Golden Throne of Tutankhamun
14th c. BCE, Egypt

Thinking Through Henri Bergson (1859-1941)’s “Creative Evolution”
Essence: Solar Metaphysics of Sovereign Becoming
Henri Bergson maintains that genuine reality is a living flow (durée), while intellect freezes this flow into spatialized concepts. Tutankhamun’s solid-gold throne appears to exemplify stasis—an object built to seat an absolute monarch—yet, under Bergson’s lens, it is a radiant condenser of cosmic movement.
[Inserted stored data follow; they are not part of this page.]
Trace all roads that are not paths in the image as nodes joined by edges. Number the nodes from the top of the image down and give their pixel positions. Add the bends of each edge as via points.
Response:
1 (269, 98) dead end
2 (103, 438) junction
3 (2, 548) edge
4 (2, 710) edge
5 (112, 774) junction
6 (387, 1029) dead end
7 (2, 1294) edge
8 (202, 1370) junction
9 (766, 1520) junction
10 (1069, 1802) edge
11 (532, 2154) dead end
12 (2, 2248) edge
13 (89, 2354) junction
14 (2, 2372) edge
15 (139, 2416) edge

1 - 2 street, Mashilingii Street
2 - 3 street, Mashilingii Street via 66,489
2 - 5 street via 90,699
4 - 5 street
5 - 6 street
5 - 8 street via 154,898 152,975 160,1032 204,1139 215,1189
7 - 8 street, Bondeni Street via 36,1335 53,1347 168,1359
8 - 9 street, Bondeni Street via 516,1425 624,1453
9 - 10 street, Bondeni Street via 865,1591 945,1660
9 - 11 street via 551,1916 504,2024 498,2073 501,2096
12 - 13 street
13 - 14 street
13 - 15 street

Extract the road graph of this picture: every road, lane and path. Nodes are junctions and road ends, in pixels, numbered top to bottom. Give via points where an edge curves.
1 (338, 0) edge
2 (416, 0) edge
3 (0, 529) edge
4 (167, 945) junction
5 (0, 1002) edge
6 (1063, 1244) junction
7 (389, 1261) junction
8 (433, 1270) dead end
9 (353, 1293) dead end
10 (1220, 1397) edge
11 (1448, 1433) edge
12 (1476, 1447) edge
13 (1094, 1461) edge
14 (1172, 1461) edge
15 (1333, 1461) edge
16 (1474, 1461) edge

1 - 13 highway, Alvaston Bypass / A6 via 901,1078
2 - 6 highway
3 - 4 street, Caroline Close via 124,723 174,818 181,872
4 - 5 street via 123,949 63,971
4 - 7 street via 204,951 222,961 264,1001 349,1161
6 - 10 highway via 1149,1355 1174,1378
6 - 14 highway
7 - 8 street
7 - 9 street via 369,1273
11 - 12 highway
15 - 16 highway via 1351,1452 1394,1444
The throne’s gold surface is not inert matter; it is captured sunlight. Egyptians saw gold as “flesh of the gods,” a permanent incarnation of Ra’s daily rebirth. Thus the throne is a solar engine: its hammered reliefs and cloisonné inlays vibrate with the cyclical pulse of dawn, noon, and dusk. Bergson’s élan vital—a vital impetus perpetually inventing new forms—here manifests as light continually reborn on metal each time the surface catches a gaze or a torch-flame.
Pharaoh, enthroned, does not merely rule; he extends the sun’s creative evolution into the civic realm, sustaining Ma’at (cosmic order). Bergson distinguishes “closed” social automatism from “open” creative aspiration. The throne performs both: its ritual placement within the tomb preserves dynastic habit (closed), yet its shimmering, ever-changing reflections awaken viewers to an open intuition of immortality, whereby power is understood as a becoming rather than a possession. The throne promises that sovereignty, like sunlight, is reborn with every dawn—an insight beyond static hierarchy.
Even in death the seat remains active. Within the sealed burial chamber, torch-light on gold would have produced living waves, a kinetic aura around the mummy, echoing Bergson’s claim that memory endures as dynamic vibration. The throne therefore serves not as a monument to past glory, but as an ongoing generator of temporal energy—a beacon guiding the king’s consciousness along the solar river of time into eternity.
In Bergsonian terms, Tutankhamun’s throne is not an artifact of power fixed in time; it is time itself—golden, luminous, ever-creating—seated in ceremonial form.